::: Dataset entries :::

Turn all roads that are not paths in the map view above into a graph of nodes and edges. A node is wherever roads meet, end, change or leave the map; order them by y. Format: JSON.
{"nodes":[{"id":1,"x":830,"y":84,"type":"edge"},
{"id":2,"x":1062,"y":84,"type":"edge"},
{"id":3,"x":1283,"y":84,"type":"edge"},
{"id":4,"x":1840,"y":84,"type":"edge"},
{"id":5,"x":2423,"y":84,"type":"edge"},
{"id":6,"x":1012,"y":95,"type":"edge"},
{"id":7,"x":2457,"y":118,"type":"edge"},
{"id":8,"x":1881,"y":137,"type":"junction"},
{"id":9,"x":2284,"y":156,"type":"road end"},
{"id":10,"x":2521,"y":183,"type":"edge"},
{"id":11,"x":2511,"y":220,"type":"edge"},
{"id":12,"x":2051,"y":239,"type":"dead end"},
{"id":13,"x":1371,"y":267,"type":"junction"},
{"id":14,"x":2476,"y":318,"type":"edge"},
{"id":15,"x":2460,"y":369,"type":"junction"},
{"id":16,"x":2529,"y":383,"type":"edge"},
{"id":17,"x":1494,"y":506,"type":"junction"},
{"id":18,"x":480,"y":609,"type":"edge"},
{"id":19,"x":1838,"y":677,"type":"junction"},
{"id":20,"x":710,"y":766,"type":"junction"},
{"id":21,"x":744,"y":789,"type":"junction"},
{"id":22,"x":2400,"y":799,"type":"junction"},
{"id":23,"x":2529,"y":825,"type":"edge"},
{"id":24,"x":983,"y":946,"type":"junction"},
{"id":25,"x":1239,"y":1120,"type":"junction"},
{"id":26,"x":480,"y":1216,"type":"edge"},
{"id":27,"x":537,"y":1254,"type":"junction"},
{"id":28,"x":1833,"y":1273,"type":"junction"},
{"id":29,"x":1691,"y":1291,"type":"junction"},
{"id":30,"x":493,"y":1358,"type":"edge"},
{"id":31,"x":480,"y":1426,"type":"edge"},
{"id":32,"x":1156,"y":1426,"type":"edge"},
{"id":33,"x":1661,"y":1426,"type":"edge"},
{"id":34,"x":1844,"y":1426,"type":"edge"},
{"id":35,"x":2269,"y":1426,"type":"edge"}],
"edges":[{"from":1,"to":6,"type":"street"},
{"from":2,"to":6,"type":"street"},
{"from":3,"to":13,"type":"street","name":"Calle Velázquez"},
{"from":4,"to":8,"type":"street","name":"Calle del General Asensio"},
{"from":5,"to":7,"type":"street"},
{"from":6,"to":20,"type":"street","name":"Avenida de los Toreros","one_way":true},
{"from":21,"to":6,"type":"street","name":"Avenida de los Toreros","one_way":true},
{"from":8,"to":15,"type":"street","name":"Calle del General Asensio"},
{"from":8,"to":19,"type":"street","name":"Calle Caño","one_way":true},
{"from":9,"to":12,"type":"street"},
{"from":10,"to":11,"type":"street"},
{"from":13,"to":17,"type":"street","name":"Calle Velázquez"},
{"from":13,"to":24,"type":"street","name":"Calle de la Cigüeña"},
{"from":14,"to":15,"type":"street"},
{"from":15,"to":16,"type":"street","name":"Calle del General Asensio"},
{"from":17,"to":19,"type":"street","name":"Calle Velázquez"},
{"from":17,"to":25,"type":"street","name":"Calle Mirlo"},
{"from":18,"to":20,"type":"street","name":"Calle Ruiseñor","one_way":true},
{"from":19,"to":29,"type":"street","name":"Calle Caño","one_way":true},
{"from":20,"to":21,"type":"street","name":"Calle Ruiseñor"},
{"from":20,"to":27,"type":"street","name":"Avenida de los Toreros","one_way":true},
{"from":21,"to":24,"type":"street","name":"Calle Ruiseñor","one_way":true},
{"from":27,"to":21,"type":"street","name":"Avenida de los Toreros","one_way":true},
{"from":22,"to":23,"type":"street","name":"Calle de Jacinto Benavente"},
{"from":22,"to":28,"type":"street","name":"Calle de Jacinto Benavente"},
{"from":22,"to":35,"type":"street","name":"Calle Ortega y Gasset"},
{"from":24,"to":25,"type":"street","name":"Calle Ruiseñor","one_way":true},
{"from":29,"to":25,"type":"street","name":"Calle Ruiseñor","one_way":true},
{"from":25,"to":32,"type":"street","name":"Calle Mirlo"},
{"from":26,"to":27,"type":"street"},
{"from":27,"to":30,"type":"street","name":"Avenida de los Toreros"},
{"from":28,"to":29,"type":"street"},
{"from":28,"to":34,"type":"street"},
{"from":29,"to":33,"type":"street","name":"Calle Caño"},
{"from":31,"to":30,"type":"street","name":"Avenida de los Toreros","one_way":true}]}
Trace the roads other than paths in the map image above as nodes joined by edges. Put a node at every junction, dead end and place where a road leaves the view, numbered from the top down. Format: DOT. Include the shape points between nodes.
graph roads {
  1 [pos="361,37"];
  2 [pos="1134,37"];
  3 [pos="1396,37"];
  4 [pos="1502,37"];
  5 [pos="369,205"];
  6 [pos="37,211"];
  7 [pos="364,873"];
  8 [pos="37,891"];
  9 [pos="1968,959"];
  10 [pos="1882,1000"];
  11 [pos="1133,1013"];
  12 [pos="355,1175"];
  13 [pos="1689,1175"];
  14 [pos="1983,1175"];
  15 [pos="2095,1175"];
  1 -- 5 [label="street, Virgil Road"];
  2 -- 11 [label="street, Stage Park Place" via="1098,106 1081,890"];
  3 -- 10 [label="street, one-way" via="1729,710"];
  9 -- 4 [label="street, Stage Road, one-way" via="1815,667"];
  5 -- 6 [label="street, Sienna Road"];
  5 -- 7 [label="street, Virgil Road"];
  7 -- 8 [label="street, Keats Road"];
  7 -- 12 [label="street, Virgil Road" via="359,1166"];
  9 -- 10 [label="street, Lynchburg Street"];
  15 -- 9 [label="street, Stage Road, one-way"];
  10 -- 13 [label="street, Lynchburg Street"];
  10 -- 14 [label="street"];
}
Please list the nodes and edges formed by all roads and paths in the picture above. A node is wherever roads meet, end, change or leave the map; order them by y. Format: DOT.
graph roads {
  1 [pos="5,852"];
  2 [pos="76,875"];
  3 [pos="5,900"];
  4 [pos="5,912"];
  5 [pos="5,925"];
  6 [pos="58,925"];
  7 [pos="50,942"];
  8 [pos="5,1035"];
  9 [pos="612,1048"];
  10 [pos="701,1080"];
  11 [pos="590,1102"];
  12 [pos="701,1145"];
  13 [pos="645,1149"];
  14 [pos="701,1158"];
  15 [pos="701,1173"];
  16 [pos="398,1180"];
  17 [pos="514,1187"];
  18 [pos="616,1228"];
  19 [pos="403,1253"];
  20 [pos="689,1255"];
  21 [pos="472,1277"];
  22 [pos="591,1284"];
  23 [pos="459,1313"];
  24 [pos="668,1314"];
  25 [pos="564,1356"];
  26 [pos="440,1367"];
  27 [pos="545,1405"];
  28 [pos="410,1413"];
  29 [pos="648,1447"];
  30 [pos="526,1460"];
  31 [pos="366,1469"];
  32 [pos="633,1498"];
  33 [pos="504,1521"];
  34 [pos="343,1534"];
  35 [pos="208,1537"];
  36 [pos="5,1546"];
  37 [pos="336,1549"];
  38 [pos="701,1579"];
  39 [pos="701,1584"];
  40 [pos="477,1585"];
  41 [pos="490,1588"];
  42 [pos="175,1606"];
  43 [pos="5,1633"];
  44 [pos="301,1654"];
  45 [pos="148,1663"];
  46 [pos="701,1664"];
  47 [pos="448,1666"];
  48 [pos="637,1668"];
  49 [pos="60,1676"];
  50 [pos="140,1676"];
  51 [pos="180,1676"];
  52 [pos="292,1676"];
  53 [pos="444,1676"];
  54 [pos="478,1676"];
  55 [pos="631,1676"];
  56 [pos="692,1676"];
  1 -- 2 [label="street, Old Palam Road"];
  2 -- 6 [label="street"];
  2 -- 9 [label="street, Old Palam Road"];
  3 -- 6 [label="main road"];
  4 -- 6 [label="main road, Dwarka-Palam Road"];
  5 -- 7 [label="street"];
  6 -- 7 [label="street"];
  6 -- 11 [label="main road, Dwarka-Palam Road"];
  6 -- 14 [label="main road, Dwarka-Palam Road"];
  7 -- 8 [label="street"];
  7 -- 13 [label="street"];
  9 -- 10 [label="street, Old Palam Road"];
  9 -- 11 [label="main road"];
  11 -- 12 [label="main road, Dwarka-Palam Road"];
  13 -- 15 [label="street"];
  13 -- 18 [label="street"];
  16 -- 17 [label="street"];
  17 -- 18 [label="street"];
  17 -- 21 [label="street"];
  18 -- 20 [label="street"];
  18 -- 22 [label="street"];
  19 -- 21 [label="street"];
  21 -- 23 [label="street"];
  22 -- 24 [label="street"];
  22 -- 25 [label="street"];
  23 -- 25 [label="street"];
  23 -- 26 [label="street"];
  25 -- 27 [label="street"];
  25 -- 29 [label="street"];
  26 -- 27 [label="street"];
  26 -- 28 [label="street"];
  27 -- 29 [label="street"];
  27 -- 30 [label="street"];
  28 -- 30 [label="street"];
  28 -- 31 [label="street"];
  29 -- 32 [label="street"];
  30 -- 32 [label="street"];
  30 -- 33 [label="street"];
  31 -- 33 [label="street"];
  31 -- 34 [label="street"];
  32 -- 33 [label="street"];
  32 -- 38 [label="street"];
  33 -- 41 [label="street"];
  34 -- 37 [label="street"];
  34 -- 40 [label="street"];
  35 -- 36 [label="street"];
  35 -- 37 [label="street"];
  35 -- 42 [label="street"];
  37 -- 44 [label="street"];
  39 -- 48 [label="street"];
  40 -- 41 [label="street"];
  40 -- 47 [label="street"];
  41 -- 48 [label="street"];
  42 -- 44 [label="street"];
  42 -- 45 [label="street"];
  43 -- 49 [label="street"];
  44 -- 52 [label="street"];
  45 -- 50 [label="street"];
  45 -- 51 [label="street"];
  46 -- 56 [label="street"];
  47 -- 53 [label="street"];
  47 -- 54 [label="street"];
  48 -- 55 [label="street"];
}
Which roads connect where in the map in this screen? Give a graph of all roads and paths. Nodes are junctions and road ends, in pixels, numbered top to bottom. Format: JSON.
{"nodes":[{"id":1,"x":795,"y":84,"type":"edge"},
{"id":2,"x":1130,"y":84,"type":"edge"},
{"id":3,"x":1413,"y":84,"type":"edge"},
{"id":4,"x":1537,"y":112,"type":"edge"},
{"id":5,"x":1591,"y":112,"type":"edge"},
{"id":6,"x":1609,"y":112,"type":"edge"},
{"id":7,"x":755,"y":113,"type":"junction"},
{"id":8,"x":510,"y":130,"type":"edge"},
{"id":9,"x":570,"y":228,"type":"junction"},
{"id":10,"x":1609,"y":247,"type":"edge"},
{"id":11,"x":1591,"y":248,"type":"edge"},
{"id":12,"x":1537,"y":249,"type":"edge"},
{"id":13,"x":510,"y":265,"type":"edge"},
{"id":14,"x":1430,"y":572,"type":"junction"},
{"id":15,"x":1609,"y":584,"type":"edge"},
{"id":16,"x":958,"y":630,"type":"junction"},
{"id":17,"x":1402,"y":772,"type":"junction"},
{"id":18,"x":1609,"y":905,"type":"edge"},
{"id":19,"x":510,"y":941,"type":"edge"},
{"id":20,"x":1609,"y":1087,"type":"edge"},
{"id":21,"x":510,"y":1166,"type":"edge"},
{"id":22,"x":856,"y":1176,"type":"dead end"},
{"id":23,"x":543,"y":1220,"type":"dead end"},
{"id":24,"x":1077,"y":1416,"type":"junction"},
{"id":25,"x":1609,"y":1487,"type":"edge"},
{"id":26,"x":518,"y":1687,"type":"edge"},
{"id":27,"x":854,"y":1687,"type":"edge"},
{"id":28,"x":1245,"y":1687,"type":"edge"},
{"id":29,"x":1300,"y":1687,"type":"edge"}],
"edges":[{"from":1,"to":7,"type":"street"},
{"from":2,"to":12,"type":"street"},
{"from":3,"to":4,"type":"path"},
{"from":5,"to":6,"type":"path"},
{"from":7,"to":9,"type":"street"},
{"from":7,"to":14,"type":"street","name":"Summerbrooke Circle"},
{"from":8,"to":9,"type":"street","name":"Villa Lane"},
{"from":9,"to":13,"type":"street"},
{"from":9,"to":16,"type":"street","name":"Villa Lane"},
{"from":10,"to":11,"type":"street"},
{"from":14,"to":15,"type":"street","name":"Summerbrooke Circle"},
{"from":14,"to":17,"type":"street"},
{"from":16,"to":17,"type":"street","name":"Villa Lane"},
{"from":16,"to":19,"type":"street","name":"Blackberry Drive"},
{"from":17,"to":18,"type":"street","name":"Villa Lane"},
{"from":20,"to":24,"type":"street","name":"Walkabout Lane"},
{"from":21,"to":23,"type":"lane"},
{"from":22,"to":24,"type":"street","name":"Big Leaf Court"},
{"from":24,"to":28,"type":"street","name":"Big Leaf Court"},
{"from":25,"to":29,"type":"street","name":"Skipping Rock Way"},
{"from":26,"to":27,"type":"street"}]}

:::

* **Assignment**
Once you find the string "true" in a line of the records, copy that line.

* **Task result**
{"from":6,"to":20,"type":"street","name":"Avenida de los Toreros","one_way":true},
{"from":21,"to":6,"type":"street","name":"Avenida de los Toreros","one_way":true},
{"from":8,"to":19,"type":"street","name":"Calle Caño","one_way":true},
{"from":18,"to":20,"type":"street","name":"Calle Ruiseñor","one_way":true},
{"from":19,"to":29,"type":"street","name":"Calle Caño","one_way":true},
{"from":20,"to":27,"type":"street","name":"Avenida de los Toreros","one_way":true},
{"from":21,"to":24,"type":"street","name":"Calle Ruiseñor","one_way":true},
{"from":27,"to":21,"type":"street","name":"Avenida de los Toreros","one_way":true},
{"from":24,"to":25,"type":"street","name":"Calle Ruiseñor","one_way":true},
{"from":29,"to":25,"type":"street","name":"Calle Ruiseñor","one_way":true},
{"from":31,"to":30,"type":"street","name":"Avenida de los Toreros","one_way":true}]}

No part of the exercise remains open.